A secondary short-term risk is hotels competing more effectively. In 2019, Marriott (NYSE:MAR) started a pilot program that they call Homes and Villas with 340 properties in four European cities but as of June 2021, the program had 30,000 properties versus Airbnb’s over 7 million properties. This is where Airbnb’s double sided network effect creates a barrier because even Marriot will likely have difficulty recreating a network as large as Airbnb’s network, especially when Airbnb is running hard to attract even more Hosts into its network.

Long Term Risks – The biggest long-term risk for Airbnb, in my opinion, is regulatory. Airbnb is not legal in every location around the world and even in the areas in which it is legal, there might be a lot of restrictions.
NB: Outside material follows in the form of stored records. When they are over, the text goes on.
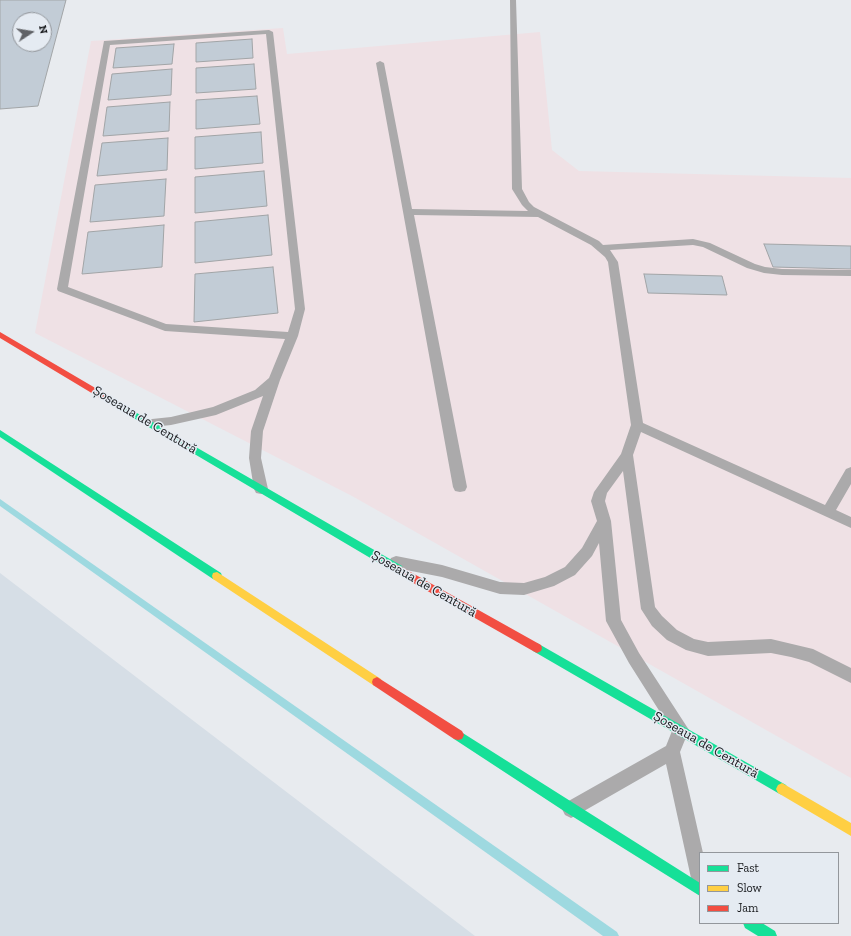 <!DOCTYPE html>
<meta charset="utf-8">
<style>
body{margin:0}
#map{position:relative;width:851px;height:936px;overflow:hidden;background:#e8ebef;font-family:"Zilla Slab",serif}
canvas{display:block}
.legend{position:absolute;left:699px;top:852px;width:140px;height:72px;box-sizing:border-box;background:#e5ebf2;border:1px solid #93979c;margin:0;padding:5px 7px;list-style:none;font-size:12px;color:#17191c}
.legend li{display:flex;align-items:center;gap:8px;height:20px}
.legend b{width:20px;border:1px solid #93979c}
.north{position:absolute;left:12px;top:12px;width:40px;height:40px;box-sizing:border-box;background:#e5ebf2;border:1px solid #93979c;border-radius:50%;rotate:78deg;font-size:11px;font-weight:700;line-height:16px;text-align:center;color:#17191c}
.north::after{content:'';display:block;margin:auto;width:14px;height:18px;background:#606266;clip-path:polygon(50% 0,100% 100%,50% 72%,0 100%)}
</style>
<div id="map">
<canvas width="851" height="936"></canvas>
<ul class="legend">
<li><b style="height:5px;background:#16e098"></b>Fast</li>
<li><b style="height:5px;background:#ffcf43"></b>Slow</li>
<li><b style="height:5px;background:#f24e42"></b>Jam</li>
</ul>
<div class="north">N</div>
</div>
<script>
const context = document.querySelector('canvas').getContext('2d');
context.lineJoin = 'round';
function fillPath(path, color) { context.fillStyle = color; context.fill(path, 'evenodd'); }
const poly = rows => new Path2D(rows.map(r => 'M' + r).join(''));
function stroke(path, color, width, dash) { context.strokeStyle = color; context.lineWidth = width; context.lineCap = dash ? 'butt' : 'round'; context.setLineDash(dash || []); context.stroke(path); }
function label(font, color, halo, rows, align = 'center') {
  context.font = font + ' "Zilla Slab",serif'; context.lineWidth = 3; context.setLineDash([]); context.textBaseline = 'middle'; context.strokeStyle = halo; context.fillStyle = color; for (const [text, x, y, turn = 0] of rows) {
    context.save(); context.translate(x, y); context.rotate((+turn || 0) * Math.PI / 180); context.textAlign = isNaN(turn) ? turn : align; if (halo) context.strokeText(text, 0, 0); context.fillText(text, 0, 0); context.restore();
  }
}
fillPath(poly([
 [283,28,287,54,540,32,552,150,579,171,851,178,851,778,352,496,35,333,91,41]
]), '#efe1e5');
fillPath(poly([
 [0,573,475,936,0,936]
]), '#d6dee6');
fillPath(poly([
 [0,499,617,932,619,936,603,936,0,506,0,499]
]), '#9ed9e0');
const building = poly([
 [0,0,66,0,38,106,0,109,0,0],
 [20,20,44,20,44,44,20,44,20,20],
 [252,39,253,58,196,62,196,43,252,39],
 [174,44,172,64,113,68,116,48,174,44],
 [254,64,256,89,196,93,196,68,254,64],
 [172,69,171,95,108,100,112,74,172,69],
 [257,96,260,124,196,129,196,100,257,96],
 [170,102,169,131,103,136,107,107,170,102],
 [261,132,263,163,195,169,195,137,261,132],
 [168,138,167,170,97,176,102,143,168,138],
 [264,171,267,206,195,213,195,177,264,171],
 [166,179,164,216,90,222,95,185,166,179],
 [268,215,272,255,195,263,195,222,268,215],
 [164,225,162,267,82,274,88,232,164,225],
 [764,244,851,246,851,269,773,267,764,244],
 [273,267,278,313,194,322,195,274,273,267],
 [644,274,722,276,727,295,648,293,644,274]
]);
fillPath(building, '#c2ccd6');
stroke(building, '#a2a5a7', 1);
fillPath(poly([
 [510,0,516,0,522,189,529,202,534,207,599,241,603,245,693,239,710,243,755,264,765,267,782,269,851,270,851,276,782,275,764,273,747,268,703,247,693,245,610,250,618,262,643,423,825,505,846,469,851,467,851,484,836,510,851,517,851,528,641,432,633,455,655,607,662,616,677,630,694,639,708,642,771,639,813,649,851,668,851,683,809,662,791,657,771,653,708,656,686,650,667,640,652,626,641,609,623,471,607,493,605,501,611,521,621,620,639,653,689,730,680,752,703,853,700,853,700,887,694,884,691,878,666,764,577,815,571,818,565,815,562,809,565,803,666,746,672,731,629,663,606,621,599,543,592,556,575,575,554,586,524,595,500,594,442,577,396,568,391,566,389,562,391,558,396,556,442,565,500,582,524,583,545,577,565,567,582,548,597,521,591,501,594,492,621,454,631,425,608,262,605,257,591,245,538,217,414,215,467,487,465,491,460,492,455,491,453,487,376,63,380,61,384,63,412,209,528,211,522,205,512,189,510,0],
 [269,30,273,32,305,309,298,336,280,380,263,431,261,458,268,489,266,493,261,494,256,493,254,489,249,458,251,431,263,396,216,415,171,425,152,427,148,426,146,423,148,420,152,419,171,417,213,407,255,390,269,378,285,339,165,331,58,291,57,289,104,41,269,30],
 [266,34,295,309,288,332,166,324,68,287,110,45,266,34]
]), '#abaaab');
fillPath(poly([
 [123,405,402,566,403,569,402,572,398,573,394,572,120,410,119,408,123,405],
 [0,430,221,573,222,576,221,579,217,580,213,579,0,437,0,430],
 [537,643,786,785,788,789,786,793,782,795,778,793,533,651,532,648,533,645,537,643],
 [458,730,700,883,700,896,567,813,454,739,452,735,454,731,458,730],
 [743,923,762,923,775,931,777,936,758,936,745,928,743,923]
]), '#16e098');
fillPath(poly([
 [217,572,381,679,382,682,381,685,377,687,373,685,213,579,212,576,213,573,217,572],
 [782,783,851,823,851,836,778,793,776,789,778,785,782,783]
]), '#ffcf43');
fillPath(poly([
 [0,332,126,406,127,408,126,410,120,410,0,338,0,332],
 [398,565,541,645,542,648,541,651,537,653,533,651,394,572,393,569,394,566,398,565],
 [377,677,462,731,464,735,462,739,458,740,454,739,373,685,372,682,373,679,377,677]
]), '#f24e42');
label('14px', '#17191c', '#e5ebf2', [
 ["Șoseaua de Centură",145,420,31],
 ["Șoseaua de Centură",424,584,30],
 ["Șoseaua de Centură",706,745,30]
]);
</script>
Airbnb has also run into a number of scandals both on the part of hosts and on the part of guests. Airbnb has dealt with both complaints about fraudulent listings and complaints about the poor conditions of dwellings on the Host side, as well as complaints of wild parties, property damage and other illegal activity coming from the guest side. There are even many, many accusations of sexual assaults on Airbnb properties. On top of that, both Hosts and Guests had complained in the past about bad customer service when many of these issues were brought up to the company. Continued bad publicity could eventually crimp Airbnb’s growth.

Conclusion

As the stocks of many companies that benefited from the pandemic continue to collapse as their growth slows, investors will likely soon be identifying and investing in the industries that are due for a strong recovery from the pandemic. Travel & Leisure is one industry which will likely benefit the most from economies around the world reopening and within travel, Airbnb is one of the best positioned companies to benefit from a strong recovery. Unlike many companies in the travel industry so far, Airbnb’s results are already showing a strong recovery back to normality. Airbnb is a strong buy for long-term growth investors that are looking for investments that best benefit from the pandemic receding.